From Professor Lesley Barclay
People living in remote and rural Australia already have a shorter life expectancies and higher rates of premature deaths. Last week’s federal budget will not only make that worse, it will introduce even more problems.
Let me explain with an example of what the budget means for one region. I live in rural New South Wales and lead a university department located in a large rural town with a Base Hospital.
There are 120 general practitioners who work in our rural valley and offer after-hours services. These doctors work hard to keep low-income people in their practices; despite advertising fees above the bulk-billing rate, 85% only charge many clients the Medicare rebated fee.
The viability of continuing to subsidise this clientele was already worrying these doctors. Many of them have clinics that employ practice nurses and other general practitioners, and their income is insufficient to continue to do this as well as subsidise poorer patients.
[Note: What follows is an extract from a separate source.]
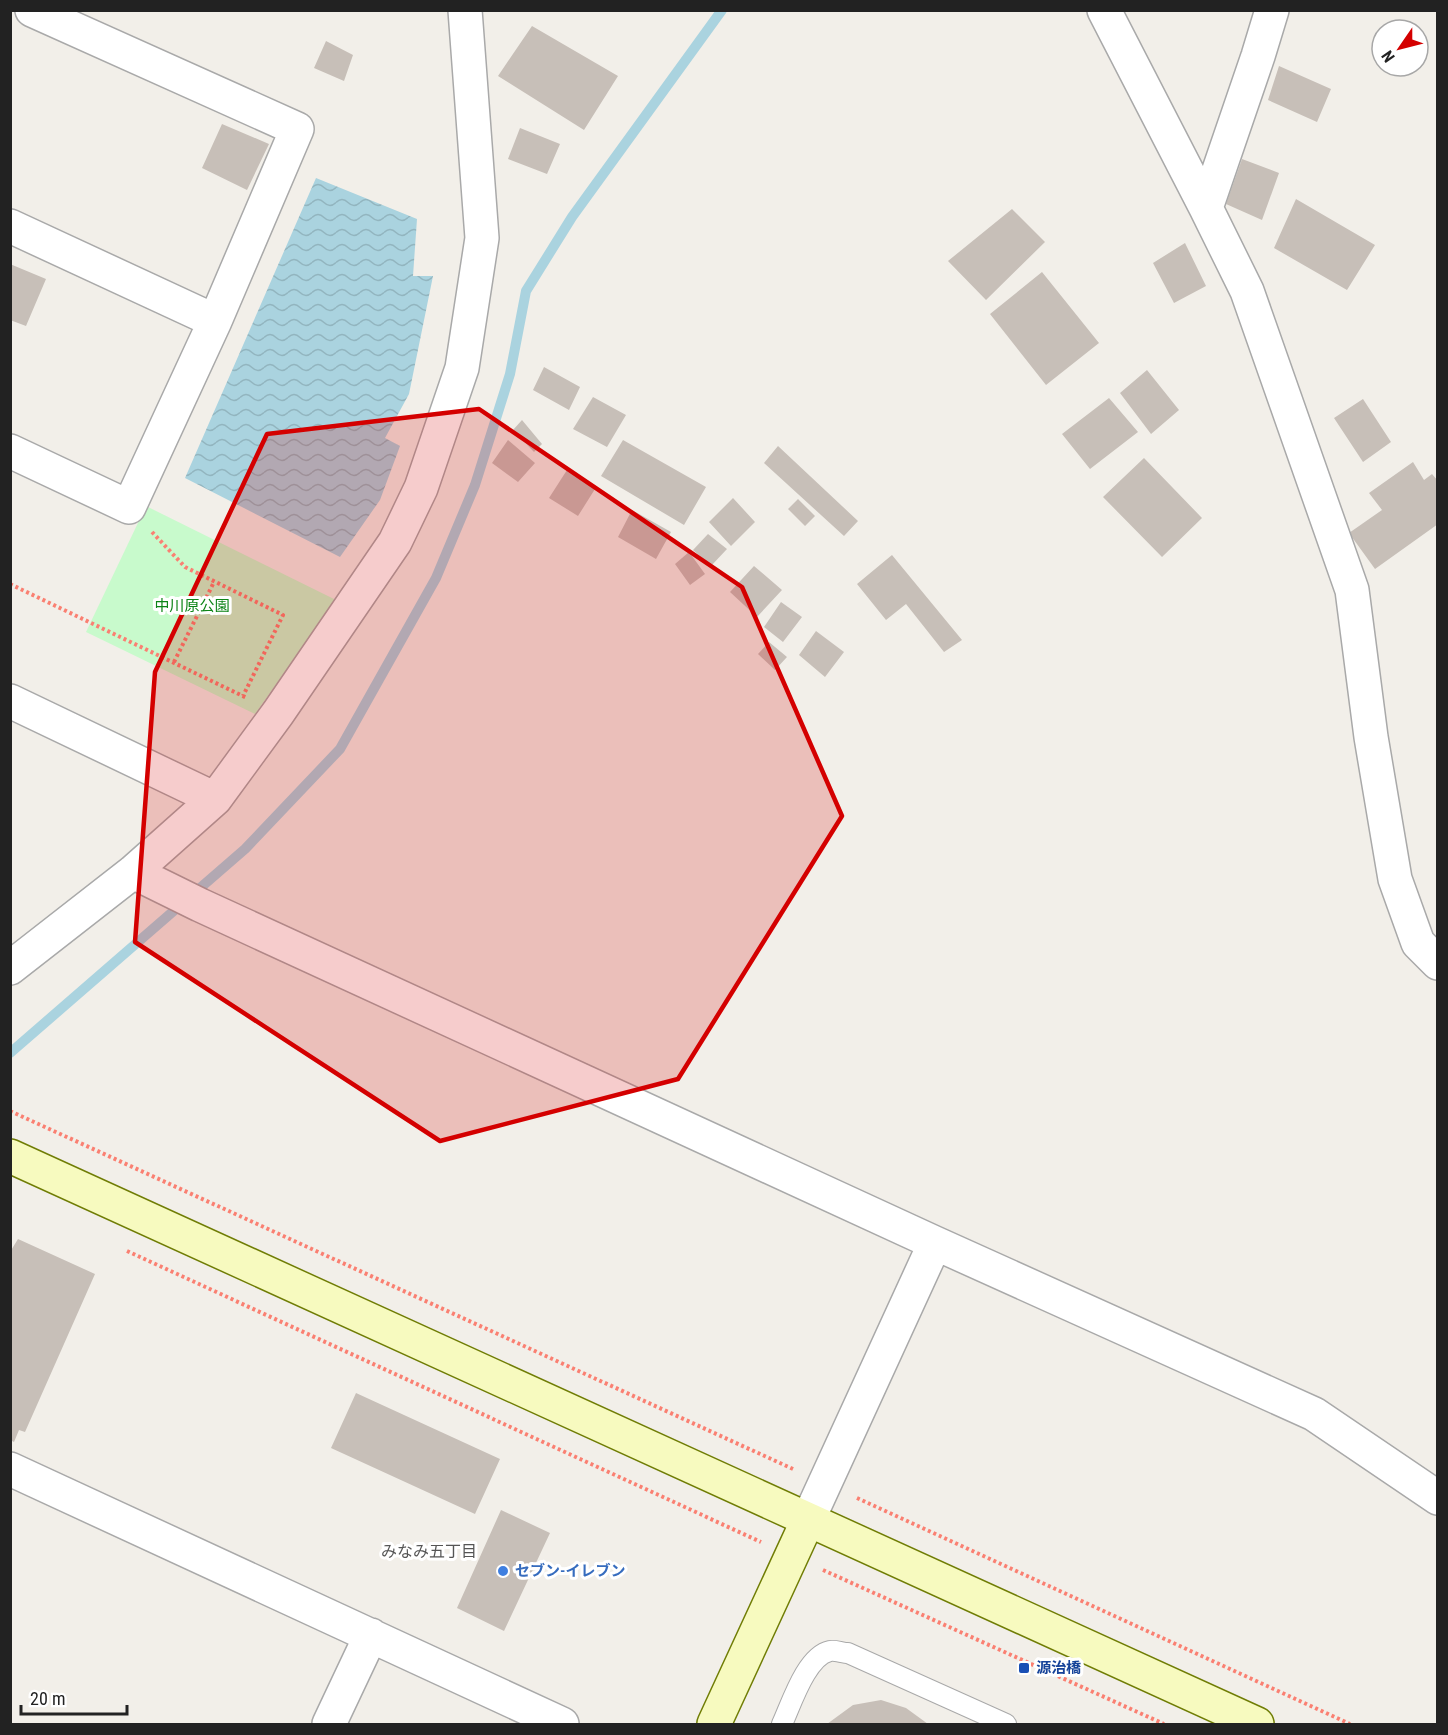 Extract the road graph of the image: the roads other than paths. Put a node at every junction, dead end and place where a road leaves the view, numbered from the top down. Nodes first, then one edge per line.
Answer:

The introduction of the co-payment for visiting doctors will increase the number of local people who don’t seek care from a GP. This will damage their health and the viability of these rural medical centres.
Bad to worse
For the past 12 months, the Medicare Local in our area had provided services for rurally located vulnerable people without a doctor. Despite this effort 20% of the children admitted to the local hospital do not have access to family medical services.
These children – and their parents – do not have the benefit of a GP to implement prevention, early intervention and low acuity care. Nor do they receive general practice care after discharge from the local hospital.
People deterred by the GP co-payment to seek primary care will end up in our hospital’s emergency department. It’s likely these people will be considerably more ill by the time they get to hospital.
Our very busy Base Hospital is already underfunded by about $70 million a year. It’s likely to be further overextended as cuts to the health budget are felt – and it faces the prospect of more ambulance callouts and people needing help in its emergency department.
Not untypical
People in rural areas with poor primary health care are more likely than those in cities to end up in hospital. There’s evidence for this in a 2012 National Preventative Health Agency (NPHA) report that examined 21 causes of avoidable hospitalisations. Two of these are often suffered by children - vaccine-preventable disease and asthma.
Not only does the countryside suffer from a dearth of GPs, community nurses, pharmacists, dentists and allied health practitioners are also rare. And parents and others are stuck in a vicious cycle, because the lack of post-hospital care leads to another hospital admission and so on.
As shocking and distressing as this is, it’s not unusual in rural parts of this country. Our local hospital draws from a typical regional population, which has higher than urban rates of poverty and chronic illness.
Much of our population lives in small communities or towns that cannot sustain a general practitioner, pharmacist or allied health worker. Transport is difficult for many; cars may be shared but petrol is already expensive. And transport is about to become even more costly because of the decision to restore indexation of federal petrol excise.